(ACTIVITY): Return only what lies between the first line of the entries and the line containing "Extract the road", both lines included.

(Saved data entries)
******************************

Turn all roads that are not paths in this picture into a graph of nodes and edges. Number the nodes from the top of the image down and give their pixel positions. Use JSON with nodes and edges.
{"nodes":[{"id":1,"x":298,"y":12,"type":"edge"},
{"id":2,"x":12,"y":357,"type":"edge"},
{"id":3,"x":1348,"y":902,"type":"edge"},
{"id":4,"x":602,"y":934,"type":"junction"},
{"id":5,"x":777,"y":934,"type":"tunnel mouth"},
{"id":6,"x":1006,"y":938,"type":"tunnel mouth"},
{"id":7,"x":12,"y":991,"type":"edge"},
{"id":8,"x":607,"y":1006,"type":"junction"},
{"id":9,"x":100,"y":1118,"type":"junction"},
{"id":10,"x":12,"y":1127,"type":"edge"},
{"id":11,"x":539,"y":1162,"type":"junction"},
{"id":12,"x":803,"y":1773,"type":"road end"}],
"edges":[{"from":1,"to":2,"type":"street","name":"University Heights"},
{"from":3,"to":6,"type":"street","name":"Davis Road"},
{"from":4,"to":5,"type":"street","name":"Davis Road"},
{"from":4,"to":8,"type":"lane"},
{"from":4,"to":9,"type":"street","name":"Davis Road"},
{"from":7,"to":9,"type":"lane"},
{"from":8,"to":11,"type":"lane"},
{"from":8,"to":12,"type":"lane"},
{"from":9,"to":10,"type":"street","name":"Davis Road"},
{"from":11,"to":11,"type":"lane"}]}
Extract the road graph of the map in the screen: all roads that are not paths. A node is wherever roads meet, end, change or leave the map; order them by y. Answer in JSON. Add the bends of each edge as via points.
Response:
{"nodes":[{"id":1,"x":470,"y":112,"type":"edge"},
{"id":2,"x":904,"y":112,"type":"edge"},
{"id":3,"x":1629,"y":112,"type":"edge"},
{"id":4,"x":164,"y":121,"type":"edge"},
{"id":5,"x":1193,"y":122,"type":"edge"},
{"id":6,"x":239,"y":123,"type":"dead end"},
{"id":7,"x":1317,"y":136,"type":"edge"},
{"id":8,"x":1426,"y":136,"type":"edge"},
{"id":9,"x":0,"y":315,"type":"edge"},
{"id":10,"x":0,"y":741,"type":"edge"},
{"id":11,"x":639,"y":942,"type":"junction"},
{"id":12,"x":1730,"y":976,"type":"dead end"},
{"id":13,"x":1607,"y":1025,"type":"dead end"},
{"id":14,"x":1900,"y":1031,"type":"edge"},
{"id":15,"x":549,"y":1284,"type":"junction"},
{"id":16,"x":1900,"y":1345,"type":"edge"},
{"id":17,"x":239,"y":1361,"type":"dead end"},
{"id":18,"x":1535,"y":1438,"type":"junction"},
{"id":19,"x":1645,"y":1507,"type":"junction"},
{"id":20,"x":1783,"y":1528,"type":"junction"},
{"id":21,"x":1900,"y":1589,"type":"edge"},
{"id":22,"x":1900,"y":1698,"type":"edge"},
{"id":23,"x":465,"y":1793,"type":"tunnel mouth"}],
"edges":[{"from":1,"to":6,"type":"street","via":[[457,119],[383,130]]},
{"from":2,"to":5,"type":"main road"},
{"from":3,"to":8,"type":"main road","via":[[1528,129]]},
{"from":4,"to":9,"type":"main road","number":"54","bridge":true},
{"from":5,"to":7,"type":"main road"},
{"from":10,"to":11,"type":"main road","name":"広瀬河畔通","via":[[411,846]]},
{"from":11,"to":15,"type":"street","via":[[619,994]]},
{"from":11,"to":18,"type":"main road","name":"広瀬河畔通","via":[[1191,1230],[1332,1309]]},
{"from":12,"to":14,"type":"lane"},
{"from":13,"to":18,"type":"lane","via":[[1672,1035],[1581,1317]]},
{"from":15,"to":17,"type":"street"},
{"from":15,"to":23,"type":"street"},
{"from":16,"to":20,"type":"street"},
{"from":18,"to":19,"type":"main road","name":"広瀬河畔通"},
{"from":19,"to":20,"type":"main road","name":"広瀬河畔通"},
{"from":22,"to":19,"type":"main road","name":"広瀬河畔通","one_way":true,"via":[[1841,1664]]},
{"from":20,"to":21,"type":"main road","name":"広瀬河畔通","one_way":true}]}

******************************

(ANSWER BELOW):
Turn all roads that are not paths in this picture into a graph of nodes and edges. Number the nodes from the top of the image down and give their pixel positions. Use JSON with nodes and edges.
{"nodes":[{"id":1,"x":298,"y":12,"type":"edge"},
{"id":2,"x":12,"y":357,"type":"edge"},
{"id":3,"x":1348,"y":902,"type":"edge"},
{"id":4,"x":602,"y":934,"type":"junction"},
{"id":5,"x":777,"y":934,"type":"tunnel mouth"},
{"id":6,"x":1006,"y":938,"type":"tunnel mouth"},
{"id":7,"x":12,"y":991,"type":"edge"},
{"id":8,"x":607,"y":1006,"type":"junction"},
{"id":9,"x":100,"y":1118,"type":"junction"},
{"id":10,"x":12,"y":1127,"type":"edge"},
{"id":11,"x":539,"y":1162,"type":"junction"},
{"id":12,"x":803,"y":1773,"type":"road end"}],
"edges":[{"from":1,"to":2,"type":"street","name":"University Heights"},
{"from":3,"to":6,"type":"street","name":"Davis Road"},
{"from":4,"to":5,"type":"street","name":"Davis Road"},
{"from":4,"to":8,"type":"lane"},
{"from":4,"to":9,"type":"street","name":"Davis Road"},
{"from":7,"to":9,"type":"lane"},
{"from":8,"to":11,"type":"lane"},
{"from":8,"to":12,"type":"lane"},
{"from":9,"to":10,"type":"street","name":"Davis Road"},
{"from":11,"to":11,"type":"lane"}]}
Extract the road graph of the map in the screen: all roads that are not paths. A node is wherever roads meet, end, change or leave the map; order them by y. Answer in JSON. Add the bends of each edge as via points.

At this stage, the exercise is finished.